[Opening RECORDS FOR THE EXERCISE section]
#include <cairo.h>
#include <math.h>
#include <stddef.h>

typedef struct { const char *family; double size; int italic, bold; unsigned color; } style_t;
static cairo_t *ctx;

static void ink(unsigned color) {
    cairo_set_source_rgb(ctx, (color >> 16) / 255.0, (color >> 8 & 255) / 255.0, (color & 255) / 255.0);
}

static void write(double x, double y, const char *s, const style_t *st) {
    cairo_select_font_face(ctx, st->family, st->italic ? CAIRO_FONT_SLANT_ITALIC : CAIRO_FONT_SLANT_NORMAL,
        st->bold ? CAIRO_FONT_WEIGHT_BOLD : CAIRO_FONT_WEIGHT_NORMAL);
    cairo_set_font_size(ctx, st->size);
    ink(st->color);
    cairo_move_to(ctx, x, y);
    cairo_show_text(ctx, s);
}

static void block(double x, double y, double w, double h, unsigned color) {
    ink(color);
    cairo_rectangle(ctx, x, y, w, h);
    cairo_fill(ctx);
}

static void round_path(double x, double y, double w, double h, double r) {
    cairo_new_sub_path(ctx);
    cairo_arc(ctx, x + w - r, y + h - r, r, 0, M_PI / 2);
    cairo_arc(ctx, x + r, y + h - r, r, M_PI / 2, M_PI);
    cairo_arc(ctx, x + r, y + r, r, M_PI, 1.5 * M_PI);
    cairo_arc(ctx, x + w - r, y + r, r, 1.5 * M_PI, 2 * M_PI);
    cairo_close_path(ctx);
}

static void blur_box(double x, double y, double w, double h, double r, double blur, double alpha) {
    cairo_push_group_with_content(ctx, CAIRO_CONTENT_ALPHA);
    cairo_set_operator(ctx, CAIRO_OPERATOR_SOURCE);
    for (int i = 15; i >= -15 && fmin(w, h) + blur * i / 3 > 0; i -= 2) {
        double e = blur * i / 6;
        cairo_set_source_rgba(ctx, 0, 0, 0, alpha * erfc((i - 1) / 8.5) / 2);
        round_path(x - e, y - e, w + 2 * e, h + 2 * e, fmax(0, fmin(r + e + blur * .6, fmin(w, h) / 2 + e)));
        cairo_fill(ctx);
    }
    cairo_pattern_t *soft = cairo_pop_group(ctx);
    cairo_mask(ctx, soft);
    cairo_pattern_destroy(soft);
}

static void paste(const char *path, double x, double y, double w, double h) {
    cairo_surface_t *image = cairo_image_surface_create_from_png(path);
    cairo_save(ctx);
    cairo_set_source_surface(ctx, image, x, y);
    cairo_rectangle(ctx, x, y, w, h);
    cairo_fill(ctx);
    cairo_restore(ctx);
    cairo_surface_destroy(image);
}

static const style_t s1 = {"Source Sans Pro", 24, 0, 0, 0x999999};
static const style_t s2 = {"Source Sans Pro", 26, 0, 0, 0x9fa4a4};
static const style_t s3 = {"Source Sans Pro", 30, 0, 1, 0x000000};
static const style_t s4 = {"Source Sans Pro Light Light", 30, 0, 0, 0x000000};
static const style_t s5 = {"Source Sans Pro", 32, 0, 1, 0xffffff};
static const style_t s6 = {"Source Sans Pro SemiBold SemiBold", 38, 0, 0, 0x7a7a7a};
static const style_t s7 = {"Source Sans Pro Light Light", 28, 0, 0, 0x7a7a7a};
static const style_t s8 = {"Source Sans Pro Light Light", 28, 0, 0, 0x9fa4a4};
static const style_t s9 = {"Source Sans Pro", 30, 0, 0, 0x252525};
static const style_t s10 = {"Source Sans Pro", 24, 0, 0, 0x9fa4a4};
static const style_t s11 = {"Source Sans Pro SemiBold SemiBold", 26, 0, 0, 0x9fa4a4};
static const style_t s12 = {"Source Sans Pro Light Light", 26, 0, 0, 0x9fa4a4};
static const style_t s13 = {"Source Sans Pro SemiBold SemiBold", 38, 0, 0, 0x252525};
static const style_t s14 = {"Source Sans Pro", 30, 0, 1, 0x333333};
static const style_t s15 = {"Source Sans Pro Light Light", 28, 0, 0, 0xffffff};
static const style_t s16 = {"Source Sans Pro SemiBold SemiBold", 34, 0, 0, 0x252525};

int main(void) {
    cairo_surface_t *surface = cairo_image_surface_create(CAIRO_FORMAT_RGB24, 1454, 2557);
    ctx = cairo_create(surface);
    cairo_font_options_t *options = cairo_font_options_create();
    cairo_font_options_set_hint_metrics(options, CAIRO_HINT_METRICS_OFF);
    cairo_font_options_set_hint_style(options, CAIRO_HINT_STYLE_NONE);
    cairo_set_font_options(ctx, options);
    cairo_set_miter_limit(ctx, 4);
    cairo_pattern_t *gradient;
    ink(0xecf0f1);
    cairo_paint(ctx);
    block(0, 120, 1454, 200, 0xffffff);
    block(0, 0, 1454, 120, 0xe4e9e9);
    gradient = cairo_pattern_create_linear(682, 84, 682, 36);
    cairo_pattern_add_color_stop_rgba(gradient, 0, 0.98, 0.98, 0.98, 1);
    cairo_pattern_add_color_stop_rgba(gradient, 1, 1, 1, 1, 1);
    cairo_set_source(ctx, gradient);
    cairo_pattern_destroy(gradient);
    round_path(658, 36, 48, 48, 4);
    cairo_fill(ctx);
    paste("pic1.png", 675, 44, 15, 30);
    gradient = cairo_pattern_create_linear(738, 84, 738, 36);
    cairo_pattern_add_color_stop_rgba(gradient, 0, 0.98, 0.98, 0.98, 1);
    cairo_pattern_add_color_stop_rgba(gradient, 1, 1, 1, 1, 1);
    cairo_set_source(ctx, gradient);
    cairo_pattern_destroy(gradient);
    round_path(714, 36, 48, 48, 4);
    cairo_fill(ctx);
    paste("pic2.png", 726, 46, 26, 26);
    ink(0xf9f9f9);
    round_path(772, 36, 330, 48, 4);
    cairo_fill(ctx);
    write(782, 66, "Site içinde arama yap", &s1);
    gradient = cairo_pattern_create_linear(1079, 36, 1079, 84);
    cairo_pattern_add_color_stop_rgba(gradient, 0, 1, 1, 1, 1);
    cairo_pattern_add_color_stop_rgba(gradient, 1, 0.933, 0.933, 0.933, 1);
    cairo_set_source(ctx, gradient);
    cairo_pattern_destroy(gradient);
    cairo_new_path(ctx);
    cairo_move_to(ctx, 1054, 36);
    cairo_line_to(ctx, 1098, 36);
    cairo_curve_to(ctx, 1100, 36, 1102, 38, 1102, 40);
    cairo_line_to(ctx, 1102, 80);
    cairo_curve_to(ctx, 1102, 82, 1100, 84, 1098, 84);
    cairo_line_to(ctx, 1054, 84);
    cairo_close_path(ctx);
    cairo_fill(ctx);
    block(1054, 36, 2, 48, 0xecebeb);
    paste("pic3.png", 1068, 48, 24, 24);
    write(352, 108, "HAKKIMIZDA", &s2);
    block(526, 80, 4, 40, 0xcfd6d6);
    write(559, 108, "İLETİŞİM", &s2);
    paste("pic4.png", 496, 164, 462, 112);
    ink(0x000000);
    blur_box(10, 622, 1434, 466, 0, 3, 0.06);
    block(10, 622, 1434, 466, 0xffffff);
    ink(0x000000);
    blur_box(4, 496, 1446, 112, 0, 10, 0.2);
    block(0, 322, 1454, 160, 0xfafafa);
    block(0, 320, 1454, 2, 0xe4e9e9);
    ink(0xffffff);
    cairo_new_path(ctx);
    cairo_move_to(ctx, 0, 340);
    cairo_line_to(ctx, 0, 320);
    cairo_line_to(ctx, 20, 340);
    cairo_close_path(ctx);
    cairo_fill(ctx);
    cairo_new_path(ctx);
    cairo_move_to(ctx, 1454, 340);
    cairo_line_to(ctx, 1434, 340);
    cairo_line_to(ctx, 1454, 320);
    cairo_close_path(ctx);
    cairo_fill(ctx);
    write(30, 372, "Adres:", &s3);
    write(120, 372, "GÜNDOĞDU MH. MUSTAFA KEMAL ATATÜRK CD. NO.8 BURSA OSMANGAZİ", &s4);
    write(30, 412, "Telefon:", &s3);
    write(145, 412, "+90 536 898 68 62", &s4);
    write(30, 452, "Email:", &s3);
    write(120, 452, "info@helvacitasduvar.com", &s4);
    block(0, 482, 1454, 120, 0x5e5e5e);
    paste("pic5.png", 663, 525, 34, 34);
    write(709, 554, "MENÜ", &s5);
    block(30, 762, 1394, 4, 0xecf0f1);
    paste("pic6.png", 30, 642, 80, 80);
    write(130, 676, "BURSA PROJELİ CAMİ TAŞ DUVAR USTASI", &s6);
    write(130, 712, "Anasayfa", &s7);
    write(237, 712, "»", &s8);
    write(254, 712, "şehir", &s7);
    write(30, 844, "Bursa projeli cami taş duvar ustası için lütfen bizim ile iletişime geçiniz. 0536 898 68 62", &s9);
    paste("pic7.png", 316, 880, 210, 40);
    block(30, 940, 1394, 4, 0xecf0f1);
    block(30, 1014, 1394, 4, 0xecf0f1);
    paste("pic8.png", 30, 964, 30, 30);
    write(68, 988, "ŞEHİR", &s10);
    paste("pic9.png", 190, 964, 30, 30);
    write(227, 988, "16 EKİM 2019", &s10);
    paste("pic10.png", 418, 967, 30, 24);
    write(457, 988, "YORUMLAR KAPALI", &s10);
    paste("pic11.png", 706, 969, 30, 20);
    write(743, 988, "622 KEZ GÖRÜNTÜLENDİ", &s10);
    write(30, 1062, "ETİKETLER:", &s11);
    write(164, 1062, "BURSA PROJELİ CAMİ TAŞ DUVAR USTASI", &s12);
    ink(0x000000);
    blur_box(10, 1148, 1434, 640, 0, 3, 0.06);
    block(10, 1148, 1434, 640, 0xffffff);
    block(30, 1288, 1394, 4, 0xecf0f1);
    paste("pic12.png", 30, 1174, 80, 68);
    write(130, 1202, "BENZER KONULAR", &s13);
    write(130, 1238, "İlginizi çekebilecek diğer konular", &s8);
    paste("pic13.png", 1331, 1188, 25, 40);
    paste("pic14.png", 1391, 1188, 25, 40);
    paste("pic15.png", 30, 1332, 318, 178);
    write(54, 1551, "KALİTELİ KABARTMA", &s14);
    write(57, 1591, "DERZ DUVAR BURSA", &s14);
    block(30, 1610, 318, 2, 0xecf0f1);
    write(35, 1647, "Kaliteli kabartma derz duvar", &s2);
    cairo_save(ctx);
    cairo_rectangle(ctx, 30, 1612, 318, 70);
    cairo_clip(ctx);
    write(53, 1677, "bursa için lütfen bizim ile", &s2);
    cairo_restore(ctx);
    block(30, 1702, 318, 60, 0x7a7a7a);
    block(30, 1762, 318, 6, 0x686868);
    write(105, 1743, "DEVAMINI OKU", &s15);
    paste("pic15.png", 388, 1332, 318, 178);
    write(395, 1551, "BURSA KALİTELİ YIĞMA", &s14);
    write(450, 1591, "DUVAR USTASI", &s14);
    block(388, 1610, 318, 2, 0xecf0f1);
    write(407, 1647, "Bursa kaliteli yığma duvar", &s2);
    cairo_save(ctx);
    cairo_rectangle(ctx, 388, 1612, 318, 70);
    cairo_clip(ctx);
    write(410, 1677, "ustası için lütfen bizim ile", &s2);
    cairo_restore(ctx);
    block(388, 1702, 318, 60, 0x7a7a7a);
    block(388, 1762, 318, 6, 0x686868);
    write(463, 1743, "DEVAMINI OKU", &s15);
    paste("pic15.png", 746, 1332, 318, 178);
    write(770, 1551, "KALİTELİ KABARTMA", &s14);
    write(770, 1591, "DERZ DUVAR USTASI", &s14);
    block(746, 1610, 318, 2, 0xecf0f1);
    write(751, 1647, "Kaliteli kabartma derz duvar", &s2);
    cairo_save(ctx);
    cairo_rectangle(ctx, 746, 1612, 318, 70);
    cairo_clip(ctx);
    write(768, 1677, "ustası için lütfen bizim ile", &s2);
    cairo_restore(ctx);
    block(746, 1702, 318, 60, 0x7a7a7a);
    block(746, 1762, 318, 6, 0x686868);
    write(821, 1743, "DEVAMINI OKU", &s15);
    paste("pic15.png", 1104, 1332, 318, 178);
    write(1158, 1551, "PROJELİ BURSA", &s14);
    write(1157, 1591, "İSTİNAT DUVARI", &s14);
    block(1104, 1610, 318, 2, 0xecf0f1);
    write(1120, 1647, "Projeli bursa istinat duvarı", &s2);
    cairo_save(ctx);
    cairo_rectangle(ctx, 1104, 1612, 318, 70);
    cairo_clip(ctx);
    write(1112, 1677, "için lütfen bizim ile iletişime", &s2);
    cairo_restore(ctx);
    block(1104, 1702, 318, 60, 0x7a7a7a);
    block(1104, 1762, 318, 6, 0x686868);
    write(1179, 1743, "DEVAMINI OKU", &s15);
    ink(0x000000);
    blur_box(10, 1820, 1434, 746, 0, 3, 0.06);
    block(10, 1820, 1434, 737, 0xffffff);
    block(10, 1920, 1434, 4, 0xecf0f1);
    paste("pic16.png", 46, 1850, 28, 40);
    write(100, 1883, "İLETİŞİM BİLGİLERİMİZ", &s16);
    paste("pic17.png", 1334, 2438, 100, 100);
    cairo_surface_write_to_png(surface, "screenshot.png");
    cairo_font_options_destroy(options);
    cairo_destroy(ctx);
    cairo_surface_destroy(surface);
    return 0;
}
[Closing RECORDS FOR THE EXERCISE section]
DIRECTIONS: What you should output is every line of the records above, from the first through the line containing "static void round_path(double", unchanged.

EXPECTED ANSWER:
#include <cairo.h>
#include <math.h>
#include <stddef.h>

typedef struct { const char *family; double size; int italic, bold; unsigned color; } style_t;
static cairo_t *ctx;

static void ink(unsigned color) {
    cairo_set_source_rgb(ctx, (color >> 16) / 255.0, (color >> 8 & 255) / 255.0, (color & 255) / 255.0);
}

static void write(double x, double y, const char *s, const style_t *st) {
    cairo_select_font_face(ctx, st->family, st->italic ? CAIRO_FONT_SLANT_ITALIC : CAIRO_FONT_SLANT_NORMAL,
        st->bold ? CAIRO_FONT_WEIGHT_BOLD : CAIRO_FONT_WEIGHT_NORMAL);
    cairo_set_font_size(ctx, st->size);
    ink(st->color);
    cairo_move_to(ctx, x, y);
    cairo_show_text(ctx, s);
}

static void block(double x, double y, double w, double h, unsigned color) {
    ink(color);
    cairo_rectangle(ctx, x, y, w, h);
    cairo_fill(ctx);
}

static void round_path(double x, double y, double w, double h, double r) {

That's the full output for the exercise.